This is a bit of an abstract question, I hope that's ok (if not, please let me know of a better place to ask it):
I have a bunch of boolean conditions, let's call them A, B, C, D, ....
In my code, I need to use these conditions to distinguish between several different possible scenarios. For example, I could have something like this (in pseudo code):
if ((A and B) or not (C or D)) then process case 1
if (A and (not B) and (C or D)) then process case 2
otherwise process case 3
Now, I can start to combine these if-statements to optimize the number of evaluations needed, like:
if (A) then {
if (B) then {
process case 1
} else {
if (C or D) then process case 2
else process case 1
}
} else {
if (C or D) then process case 3
else process case 1
}
But I could equally well "short-circuit" (I'm using the term loosely) some of the evaluations differently, like:
if (C or D) then {
if (A) then {
if (B) then process case 1
else process case 2
} else {
process case 3
}
} else {
process case 1
}
Let's say that there is a significant difference in the cost of evaluating these conditions, e.g. some require a database call, others are simple variable-null-checks, etc. Then, there is probably an optimal solution for how to break up the code (assuming all cases are somewhat equally likely).

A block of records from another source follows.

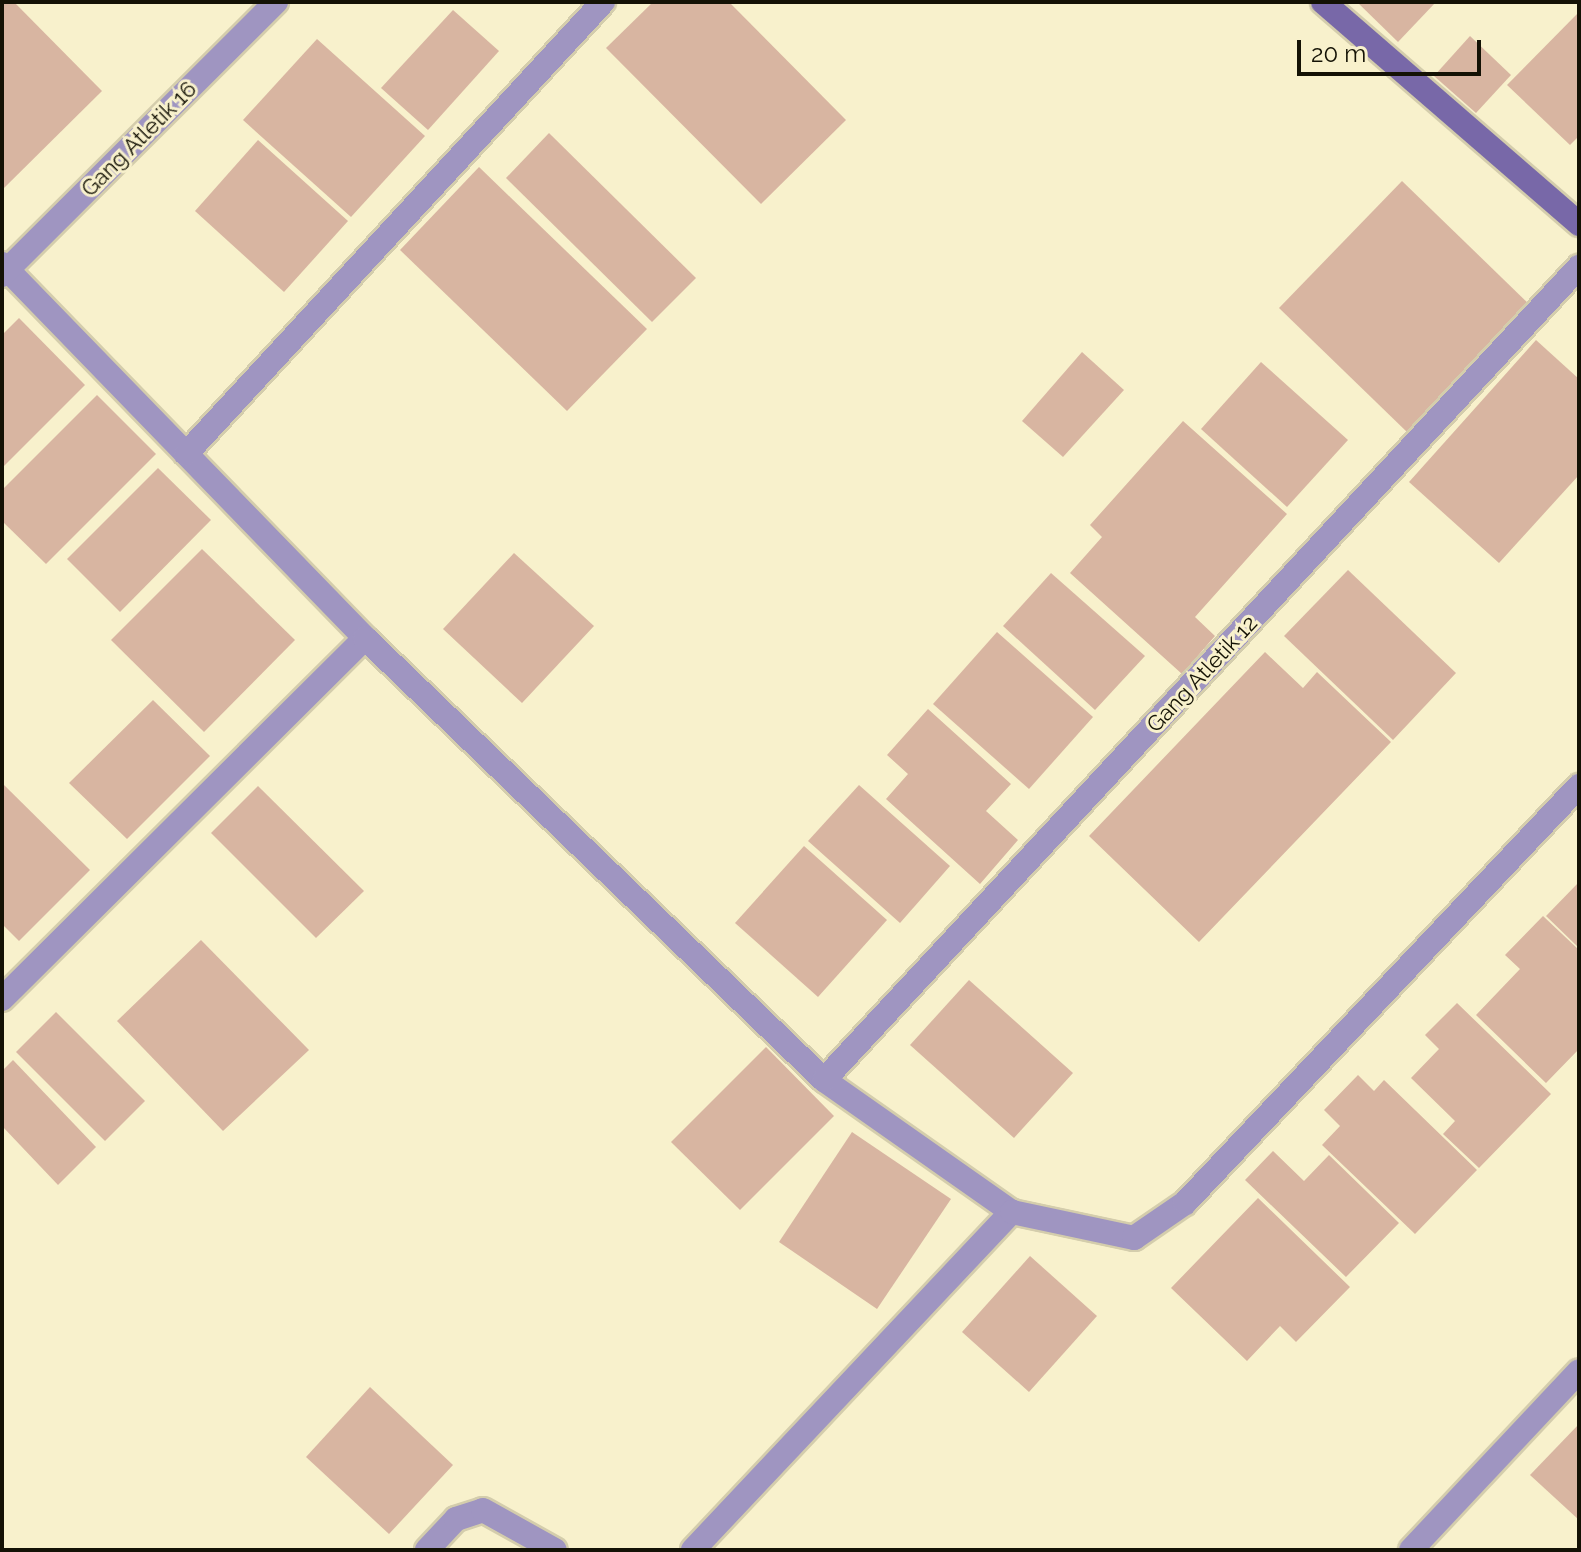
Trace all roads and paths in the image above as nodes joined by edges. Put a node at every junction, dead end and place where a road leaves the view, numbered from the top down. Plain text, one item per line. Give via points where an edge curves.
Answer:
1 (276, 2) edge
2 (603, 2) edge
3 (1323, 2) edge
4 (1579, 224) edge
5 (1579, 267) edge
6 (4, 269) edge
7 (186, 454) junction
8 (365, 638) junction
9 (1579, 786) edge
10 (2, 999) edge
11 (824, 1080) junction
12 (1012, 1212) junction
13 (1579, 1371) edge
14 (427, 1550) edge
15 (555, 1550) edge
16 (693, 1550) edge
17 (1411, 1550) edge

1 - 6 street, Gang Atletik 16
2 - 7 street
3 - 4 street
5 - 11 street, Gang Atletik 12
6 - 7 street
7 - 8 street
8 - 10 street
8 - 11 street
9 - 12 street via 1185,1203 1134,1238
11 - 12 street
12 - 16 street
13 - 17 street
14 - 15 street via 456,1519 483,1510

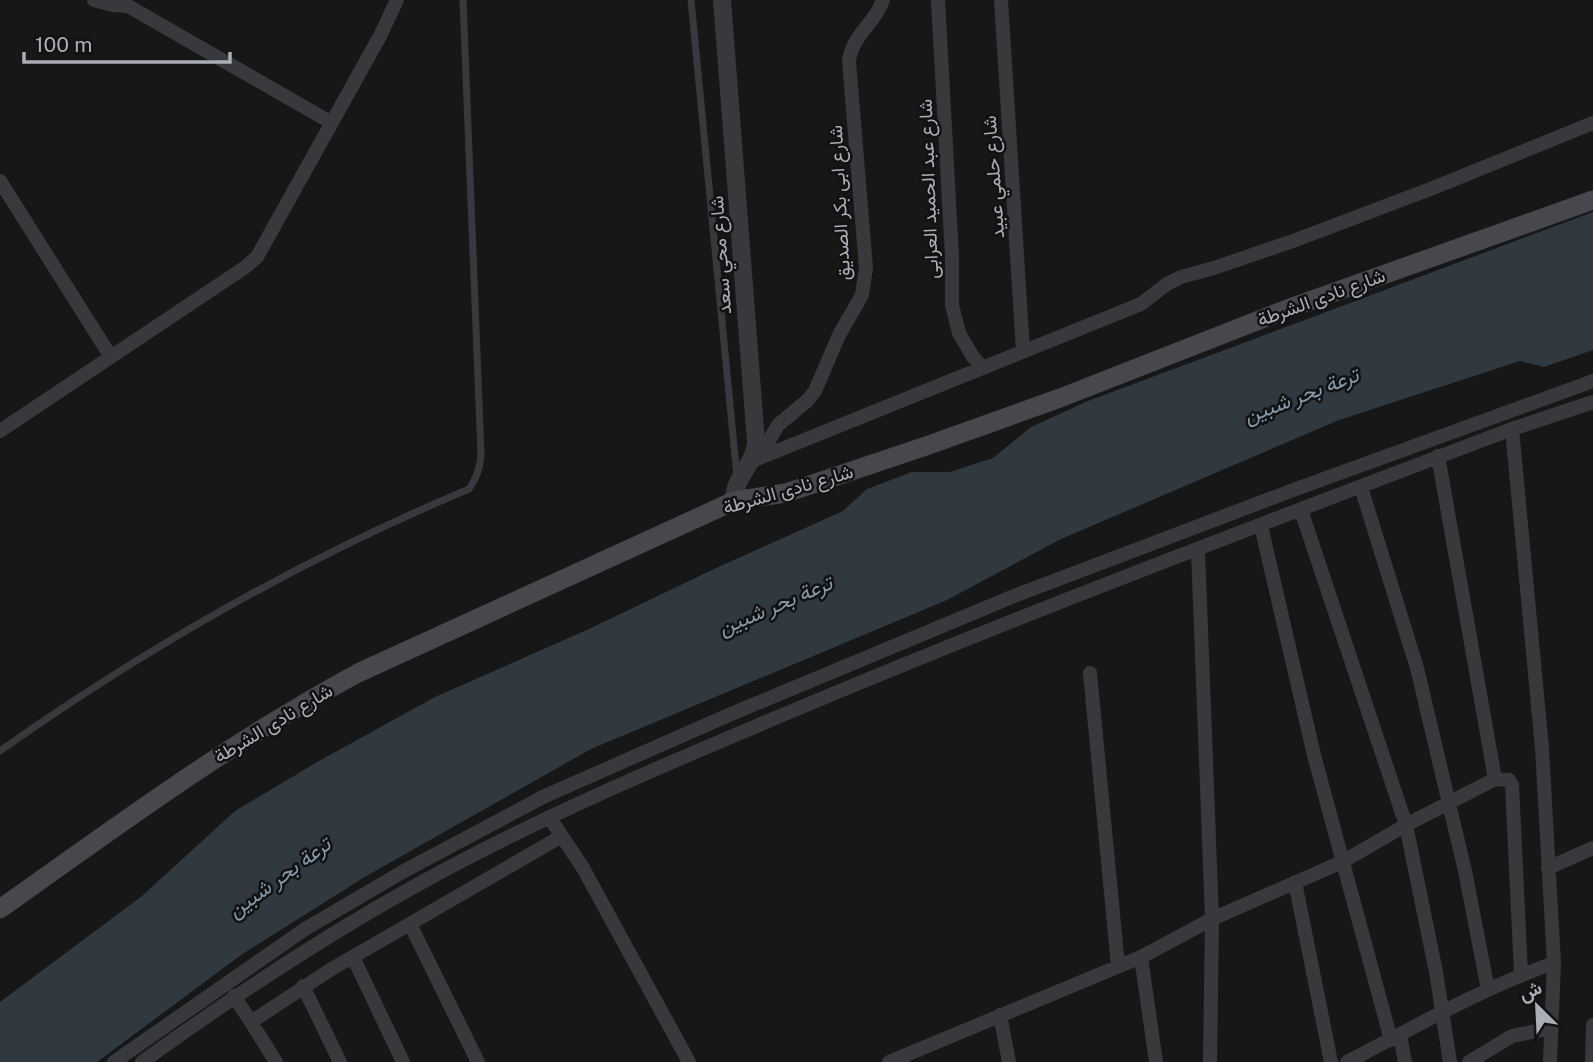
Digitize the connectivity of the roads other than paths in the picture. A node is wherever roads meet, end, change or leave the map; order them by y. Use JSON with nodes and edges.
{"nodes":[{"id":1,"x":94,"y":0,"type":"edge"},
{"id":2,"x":397,"y":0,"type":"edge"},
{"id":3,"x":463,"y":0,"type":"edge"},
{"id":4,"x":691,"y":0,"type":"edge"},
{"id":5,"x":722,"y":0,"type":"edge"},
{"id":6,"x":883,"y":0,"type":"edge"},
{"id":7,"x":938,"y":0,"type":"edge"},
{"id":8,"x":1001,"y":0,"type":"edge"},
{"id":9,"x":127,"y":3,"type":"edge"},
{"id":10,"x":332,"y":123,"type":"junction"},
{"id":11,"x":1593,"y":123,"type":"edge"},
{"id":12,"x":0,"y":181,"type":"edge"},
{"id":13,"x":1593,"y":200,"type":"edge"},
{"id":14,"x":1023,"y":351,"type":"junction"},
{"id":15,"x":111,"y":357,"type":"junction"},
{"id":16,"x":983,"y":368,"type":"junction"},
{"id":17,"x":1593,"y":381,"type":"edge"},
{"id":18,"x":1593,"y":401,"type":"edge"},
{"id":19,"x":1512,"y":429,"type":"junction"},
{"id":20,"x":0,"y":431,"type":"edge"},
{"id":21,"x":1438,"y":456,"type":"junction"},
{"id":22,"x":752,"y":461,"type":"junction"},
{"id":23,"x":738,"y":481,"type":"junction"},
{"id":24,"x":1361,"y":487,"type":"junction"},
{"id":25,"x":734,"y":502,"type":"junction"},
{"id":26,"x":1301,"y":510,"type":"junction"},
{"id":27,"x":1261,"y":526,"type":"junction"},
{"id":28,"x":1198,"y":550,"type":"junction"},
{"id":29,"x":1090,"y":673,"type":"dead end"},
{"id":30,"x":0,"y":751,"type":"edge"},
{"id":31,"x":1495,"y":779,"type":"junction"},
{"id":32,"x":1449,"y":805,"type":"junction"},
{"id":33,"x":549,"y":817,"type":"junction"},
{"id":34,"x":1406,"y":825,"type":"junction"},
{"id":35,"x":562,"y":836,"type":"junction"},
{"id":36,"x":1593,"y":848,"type":"edge"},
{"id":37,"x":1342,"y":862,"type":"junction"},
{"id":38,"x":1548,"y":868,"type":"junction"},
{"id":39,"x":1295,"y":882,"type":"junction"},
{"id":40,"x":0,"y":909,"type":"edge"},
{"id":41,"x":1212,"y":919,"type":"junction"},
{"id":42,"x":410,"y":924,"type":"junction"},
{"id":43,"x":352,"y":957,"type":"junction"},
{"id":44,"x":1141,"y":957,"type":"junction"},
{"id":45,"x":1554,"y":963,"type":"junction"},
{"id":46,"x":1118,"y":966,"type":"junction"},
{"id":47,"x":1521,"y":974,"type":"junction"},
{"id":48,"x":303,"y":986,"type":"junction"},
{"id":49,"x":1488,"y":990,"type":"junction"},
{"id":50,"x":234,"y":996,"type":"junction"},
{"id":51,"x":1442,"y":1013,"type":"junction"},
{"id":52,"x":1000,"y":1015,"type":"junction"},
{"id":53,"x":251,"y":1022,"type":"junction"},
{"id":54,"x":1593,"y":1025,"type":"edge"},
{"id":55,"x":1551,"y":1028,"type":"junction"},
{"id":56,"x":1395,"y":1037,"type":"junction"},
{"id":57,"x":926,"y":1046,"type":"junction"},
{"id":58,"x":114,"y":1062,"type":"edge"},
{"id":59,"x":142,"y":1062,"type":"edge"},
{"id":60,"x":276,"y":1062,"type":"edge"},
{"id":61,"x":340,"y":1062,"type":"edge"},
{"id":62,"x":404,"y":1062,"type":"edge"},
{"id":63,"x":478,"y":1062,"type":"edge"},
{"id":64,"x":689,"y":1062,"type":"edge"},
{"id":65,"x":890,"y":1062,"type":"edge"},
{"id":66,"x":929,"y":1062,"type":"edge"},
{"id":67,"x":1009,"y":1062,"type":"edge"},
{"id":68,"x":1157,"y":1062,"type":"edge"},
{"id":69,"x":1210,"y":1062,"type":"edge"},
{"id":70,"x":1331,"y":1062,"type":"edge"},
{"id":71,"x":1349,"y":1062,"type":"edge"},
{"id":72,"x":1405,"y":1062,"type":"edge"},
{"id":73,"x":1450,"y":1062,"type":"edge"},
{"id":74,"x":1469,"y":1062,"type":"edge"},
{"id":75,"x":1550,"y":1062,"type":"edge"},
{"id":76,"x":1592,"y":1062,"type":"edge"}],
"edges":[{"from":1,"to":9,"type":"street"},
{"from":2,"to":10,"type":"street"},
{"from":3,"to":30,"type":"lane"},
{"from":4,"to":23,"type":"lane"},
{"from":5,"to":22,"type":"street","name":"شارع محي سعد"},
{"from":6,"to":22,"type":"street","name":"شارع ابى بكر الصديق"},
{"from":7,"to":16,"type":"street","name":"شارع عبد الحميد العرابى"},
{"from":8,"to":14,"type":"street","name":"شارع حلمي عبيد"},
{"from":9,"to":10,"type":"street"},
{"from":10,"to":15,"type":"street"},
{"from":11,"to":14,"type":"street"},
{"from":12,"to":15,"type":"street"},
{"from":13,"to":25,"type":"main road","name":"شارع نادى الشرطة"},
{"from":14,"to":16,"type":"street"},
{"from":15,"to":20,"type":"street"},
{"from":16,"to":22,"type":"street"},
{"from":17,"to":58,"type":"street"},
{"from":18,"to":19,"type":"street"},
{"from":19,"to":21,"type":"street"},
{"from":19,"to":38,"type":"street"},
{"from":21,"to":24,"type":"street"},
{"from":21,"to":31,"type":"street"},
{"from":22,"to":23,"type":"street"},
{"from":23,"to":25,"type":"street"},
{"from":24,"to":26,"type":"street"},
{"from":24,"to":32,"type":"street"},
{"from":25,"to":40,"type":"main road","name":"شارع نادى الشرطة"},
{"from":26,"to":27,"type":"street"},
{"from":26,"to":34,"type":"street"},
{"from":27,"to":28,"type":"street"},
{"from":27,"to":37,"type":"street"},
{"from":28,"to":33,"type":"street"},
{"from":28,"to":41,"type":"street"},
{"from":29,"to":46,"type":"street"},
{"from":31,"to":32,"type":"street"},
{"from":31,"to":47,"type":"street"},
{"from":32,"to":34,"type":"street"},
{"from":32,"to":49,"type":"street"},
{"from":33,"to":35,"type":"street"},
{"from":33,"to":50,"type":"street"},
{"from":34,"to":37,"type":"street"},
{"from":34,"to":51,"type":"street"},
{"from":35,"to":42,"type":"street"},
{"from":35,"to":64,"type":"street"},
{"from":36,"to":38,"type":"street"},
{"from":37,"to":39,"type":"street"},
{"from":37,"to":56,"type":"street"},
{"from":38,"to":45,"type":"street"},
{"from":39,"to":41,"type":"street"},
{"from":39,"to":70,"type":"street"},
{"from":41,"to":44,"type":"street"},
{"from":41,"to":69,"type":"street"},
{"from":42,"to":43,"type":"street"},
{"from":42,"to":63,"type":"street"},
{"from":43,"to":48,"type":"street"},
{"from":43,"to":62,"type":"street"},
{"from":44,"to":46,"type":"street"},
{"from":44,"to":68,"type":"street"},
{"from":45,"to":47,"type":"street"},
{"from":45,"to":55,"type":"street"},
{"from":46,"to":52,"type":"street"},
{"from":47,"to":49,"type":"street"},
{"from":48,"to":53,"type":"street"},
{"from":48,"to":61,"type":"street"},
{"from":49,"to":51,"type":"street"},
{"from":50,"to":53,"type":"street"},
{"from":50,"to":59,"type":"street"},
{"from":51,"to":56,"type":"street"},
{"from":51,"to":73,"type":"street"},
{"from":52,"to":57,"type":"street"},
{"from":52,"to":67,"type":"street"},
{"from":53,"to":60,"type":"street"},
{"from":54,"to":76,"type":"street"},
{"from":55,"to":74,"type":"street"},
{"from":55,"to":75,"type":"street"},
{"from":56,"to":71,"type":"street"},
{"from":56,"to":72,"type":"street"},
{"from":57,"to":65,"type":"street"},
{"from":57,"to":66,"type":"street"}]}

For example, if the evaluation of A and B is cheap while the evaluation of C or D is expensive, the first version above is probably better on average as there is a chance that if A and B turn out true, C and D never need to get evaluated. Whereas if C and D are cheap while A or B are expensive, version two is better on average.
Is there some formal framework or other approach for figuring out this optimization?